◆ Instructions for the task ◆
Scan the entries below for the string "辻ヶ堂市田袋線" and copy every line where it turns up.
START Records for the exercise
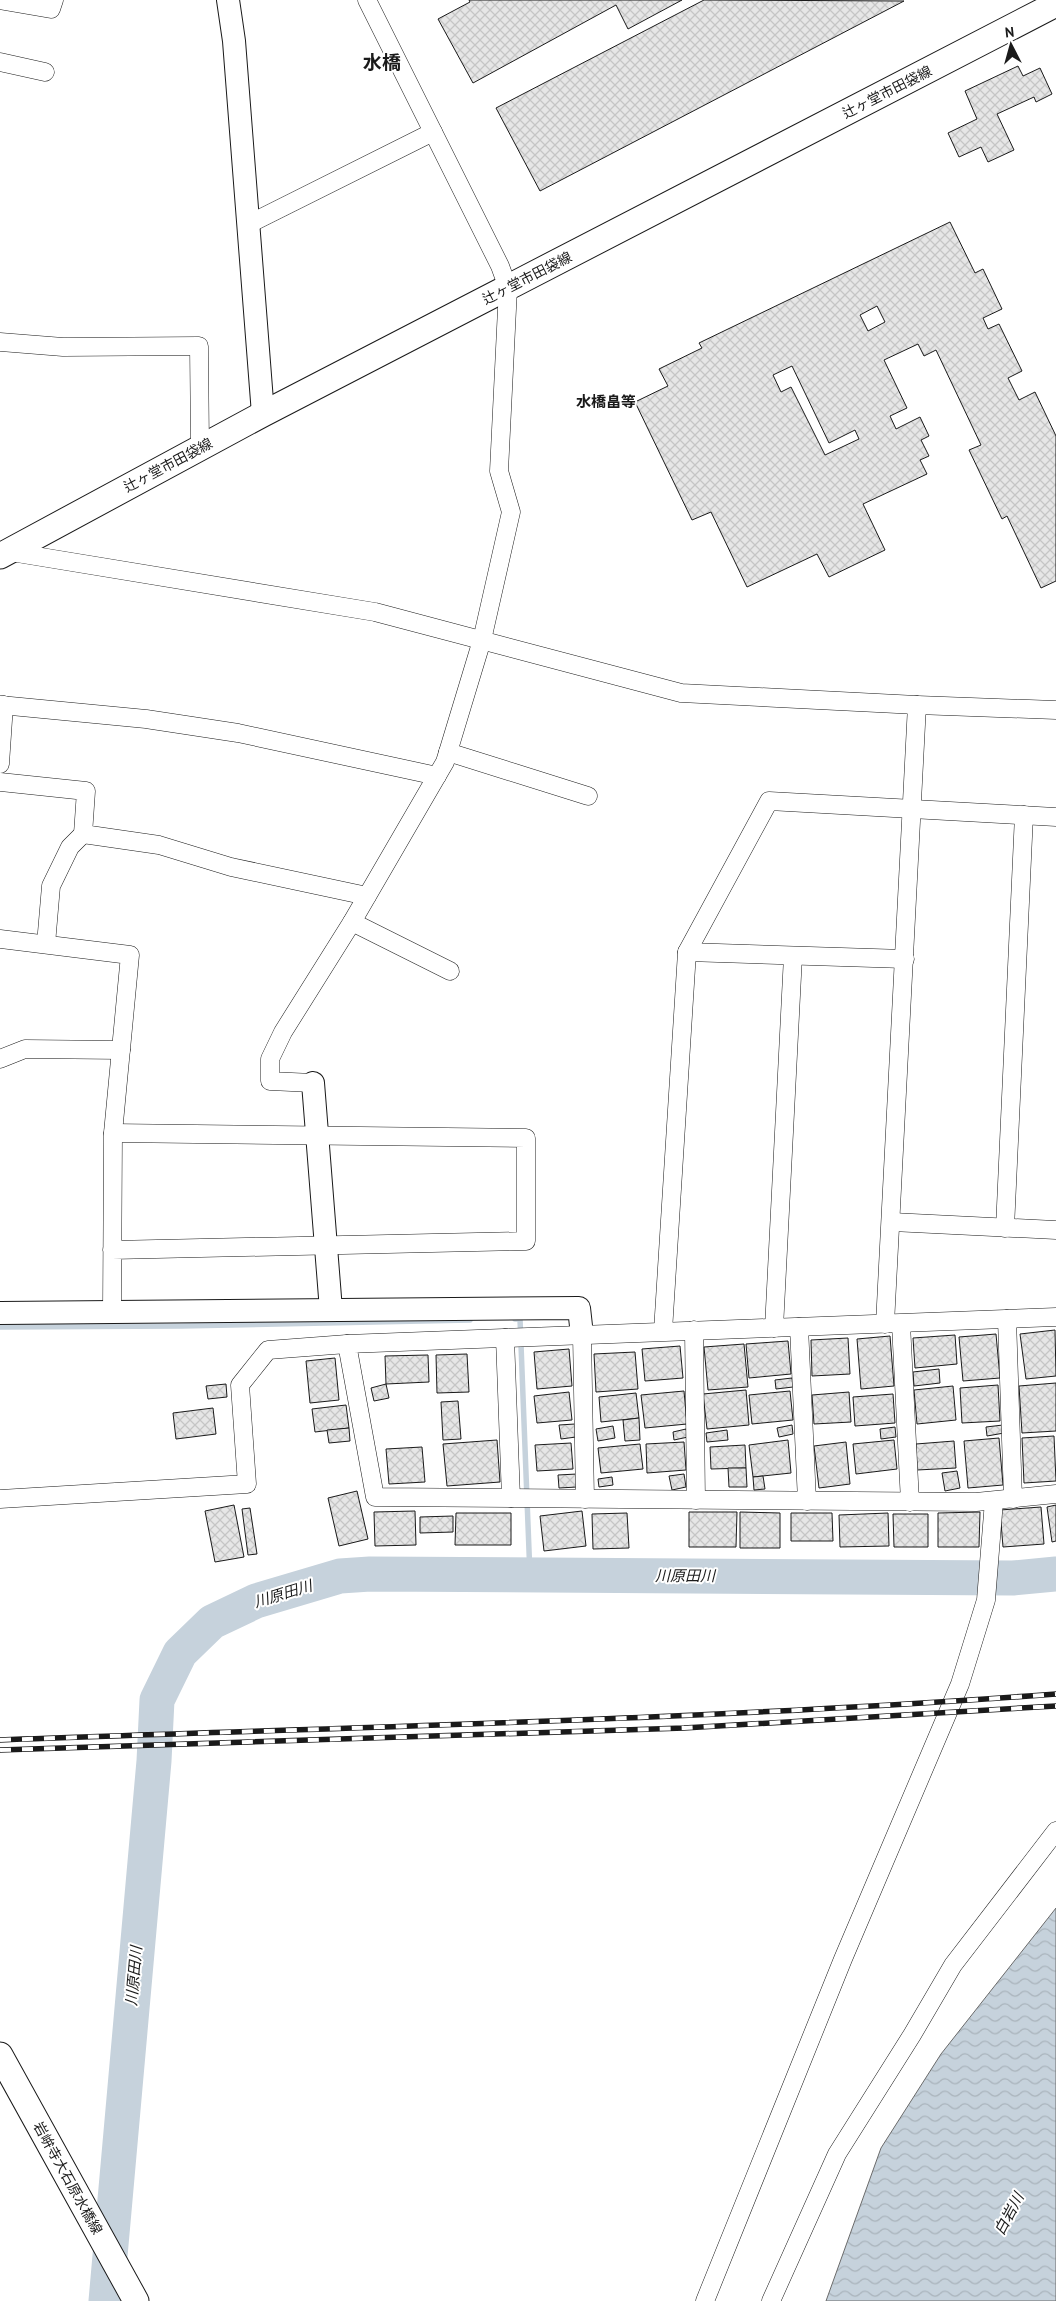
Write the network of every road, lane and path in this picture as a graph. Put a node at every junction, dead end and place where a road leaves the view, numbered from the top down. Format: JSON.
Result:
{"nodes":[{"id":1,"x":0,"y":0,"type":"edge"},
{"id":2,"x":54,"y":0,"type":"edge"},
{"id":3,"x":228,"y":0,"type":"edge"},
{"id":4,"x":367,"y":0,"type":"edge"},
{"id":5,"x":1056,"y":4,"type":"edge"},
{"id":6,"x":0,"y":62,"type":"edge"},
{"id":7,"x":45,"y":72,"type":"dead end"},
{"id":8,"x":433,"y":132,"type":"junction"},
{"id":9,"x":249,"y":224,"type":"junction"},
{"id":10,"x":508,"y":288,"type":"junction"},
{"id":11,"x":0,"y":342,"type":"edge"},
{"id":12,"x":263,"y":414,"type":"junction"},
{"id":13,"x":200,"y":448,"type":"junction"},
{"id":14,"x":2,"y":552,"type":"edge"},
{"id":15,"x":482,"y":640,"type":"junction"},
{"id":16,"x":2,"y":705,"type":"edge"},
{"id":17,"x":917,"y":705,"type":"junction"},
{"id":18,"x":1056,"y":710,"type":"edge"},
{"id":19,"x":448,"y":752,"type":"junction"},
{"id":20,"x":0,"y":764,"type":"edge"},
{"id":21,"x":437,"y":776,"type":"junction"},
{"id":22,"x":0,"y":782,"type":"edge"},
{"id":23,"x":588,"y":796,"type":"dead end"},
{"id":24,"x":911,"y":808,"type":"junction"},
{"id":25,"x":1024,"y":815,"type":"junction"},
{"id":26,"x":1056,"y":817,"type":"edge"},
{"id":27,"x":83,"y":834,"type":"junction"},
{"id":28,"x":367,"y":896,"type":"junction"},
{"id":29,"x":352,"y":922,"type":"junction"},
{"id":30,"x":0,"y":939,"type":"edge"},
{"id":31,"x":46,"y":944,"type":"junction"},
{"id":32,"x":687,"y":952,"type":"junction"},
{"id":33,"x":793,"y":956,"type":"junction"},
{"id":34,"x":905,"y":959,"type":"junction"},
{"id":35,"x":450,"y":971,"type":"dead end"},
{"id":36,"x":121,"y":1050,"type":"junction"},
{"id":37,"x":0,"y":1059,"type":"edge"},
{"id":38,"x":313,"y":1083,"type":"joint"},
{"id":39,"x":113,"y":1133,"type":"junction"},
{"id":40,"x":317,"y":1135,"type":"junction"},
{"id":41,"x":892,"y":1222,"type":"junction"},
{"id":42,"x":1005,"y":1228,"type":"junction"},
{"id":43,"x":1056,"y":1230,"type":"edge"},
{"id":44,"x":326,"y":1244,"type":"junction"},
{"id":45,"x":112,"y":1250,"type":"junction"},
{"id":46,"x":331,"y":1310,"type":"junction"},
{"id":47,"x":112,"y":1312,"type":"junction"},
{"id":48,"x":0,"y":1314,"type":"edge"},
{"id":49,"x":1056,"y":1317,"type":"edge"},
{"id":50,"x":1007,"y":1319,"type":"junction"},
{"id":51,"x":893,"y":1324,"type":"junction"},
{"id":52,"x":799,"y":1327,"type":"junction"},
{"id":53,"x":774,"y":1328,"type":"junction"},
{"id":54,"x":694,"y":1330,"type":"junction"},
{"id":55,"x":663,"y":1331,"type":"junction"},
{"id":56,"x":582,"y":1335,"type":"junction"},
{"id":57,"x":505,"y":1338,"type":"junction"},
{"id":58,"x":347,"y":1344,"type":"junction"},
{"id":59,"x":1056,"y":1494,"type":"edge"},
{"id":60,"x":0,"y":1498,"type":"edge"},
{"id":61,"x":511,"y":1498,"type":"junction"},
{"id":62,"x":585,"y":1499,"type":"junction"},
{"id":63,"x":1013,"y":1499,"type":"junction"},
{"id":64,"x":696,"y":1500,"type":"junction"},
{"id":65,"x":994,"y":1500,"type":"junction"},
{"id":66,"x":806,"y":1501,"type":"junction"},
{"id":67,"x":910,"y":1502,"type":"junction"},
{"id":68,"x":1056,"y":1831,"type":"edge"},
{"id":69,"x":0,"y":2055,"type":"edge"},
{"id":70,"x":136,"y":2301,"type":"edge"},
{"id":71,"x":705,"y":2301,"type":"edge"},
{"id":72,"x":771,"y":2301,"type":"edge"}],
"edges":[{"from":1,"to":2,"type":"street"},
{"from":3,"to":9,"type":"street"},
{"from":4,"to":8,"type":"street"},
{"from":5,"to":10,"type":"main road","name":"辻ヶ堂市田袋線"},
{"from":6,"to":7,"type":"street"},
{"from":8,"to":9,"type":"street"},
{"from":8,"to":10,"type":"street"},
{"from":9,"to":12,"type":"street"},
{"from":10,"to":12,"type":"main road","name":"辻ヶ堂市田袋線"},
{"from":10,"to":15,"type":"street"},
{"from":11,"to":13,"type":"street"},
{"from":12,"to":13,"type":"main road","name":"辻ヶ堂市田袋線"},
{"from":13,"to":14,"type":"main road","name":"辻ヶ堂市田袋線"},
{"from":14,"to":15,"type":"street"},
{"from":15,"to":17,"type":"street"},
{"from":15,"to":19,"type":"street"},
{"from":16,"to":20,"type":"street"},
{"from":16,"to":21,"type":"street"},
{"from":17,"to":18,"type":"street"},
{"from":17,"to":24,"type":"street"},
{"from":19,"to":21,"type":"street"},
{"from":19,"to":23,"type":"street"},
{"from":21,"to":28,"type":"street"},
{"from":22,"to":27,"type":"street"},
{"from":24,"to":25,"type":"street"},
{"from":24,"to":32,"type":"street"},
{"from":24,"to":34,"type":"street"},
{"from":25,"to":26,"type":"street"},
{"from":25,"to":42,"type":"street"},
{"from":27,"to":28,"type":"street"},
{"from":27,"to":31,"type":"street"},
{"from":28,"to":29,"type":"street"},
{"from":29,"to":35,"type":"street"},
{"from":29,"to":38,"type":"street"},
{"from":30,"to":31,"type":"street"},
{"from":31,"to":36,"type":"street"},
{"from":32,"to":33,"type":"street"},
{"from":32,"to":55,"type":"street"},
{"from":33,"to":34,"type":"street"},
{"from":33,"to":53,"type":"street"},
{"from":34,"to":41,"type":"street"},
{"from":36,"to":37,"type":"street"},
{"from":36,"to":39,"type":"street"},
{"from":38,"to":40,"type":"street"},
{"from":39,"to":40,"type":"street"},
{"from":39,"to":45,"type":"street"},
{"from":40,"to":44,"type":"street"},
{"from":40,"to":44,"type":"street"},
{"from":41,"to":42,"type":"street"},
{"from":41,"to":51,"type":"street"},
{"from":42,"to":43,"type":"street"},
{"from":44,"to":45,"type":"street"},
{"from":44,"to":46,"type":"street"},
{"from":45,"to":47,"type":"street"},
{"from":46,"to":47,"type":"street"},
{"from":46,"to":56,"type":"street"},
{"from":47,"to":48,"type":"street"},
{"from":49,"to":50,"type":"street"},
{"from":50,"to":51,"type":"street"},
{"from":50,"to":63,"type":"street"},
{"from":51,"to":52,"type":"street"},
{"from":51,"to":67,"type":"street"},
{"from":52,"to":53,"type":"street"},
{"from":52,"to":66,"type":"street"},
{"from":53,"to":54,"type":"street"},
{"from":54,"to":55,"type":"street"},
{"from":54,"to":64,"type":"street"},
{"from":55,"to":56,"type":"street"},
{"from":56,"to":57,"type":"street"},
{"from":56,"to":62,"type":"street"},
{"from":57,"to":58,"type":"street"},
{"from":57,"to":61,"type":"street"},
{"from":58,"to":60,"type":"street"},
{"from":58,"to":61,"type":"street"},
{"from":59,"to":63,"type":"street"},
{"from":61,"to":62,"type":"street"},
{"from":62,"to":64,"type":"street"},
{"from":63,"to":65,"type":"street"},
{"from":64,"to":66,"type":"street"},
{"from":65,"to":67,"type":"street"},
{"from":65,"to":71,"type":"street"},
{"from":66,"to":67,"type":"street"},
{"from":68,"to":72,"type":"street"},
{"from":69,"to":70,"type":"main road","name":"岩峅寺大石原水橋線"}]}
END Records for the exercise
◆ Finished task ◆
{"from":5,"to":10,"type":"main road","name":"辻ヶ堂市田袋線"},
{"from":10,"to":12,"type":"main road","name":"辻ヶ堂市田袋線"},
{"from":12,"to":13,"type":"main road","name":"辻ヶ堂市田袋線"},
{"from":13,"to":14,"type":"main road","name":"辻ヶ堂市田袋線"},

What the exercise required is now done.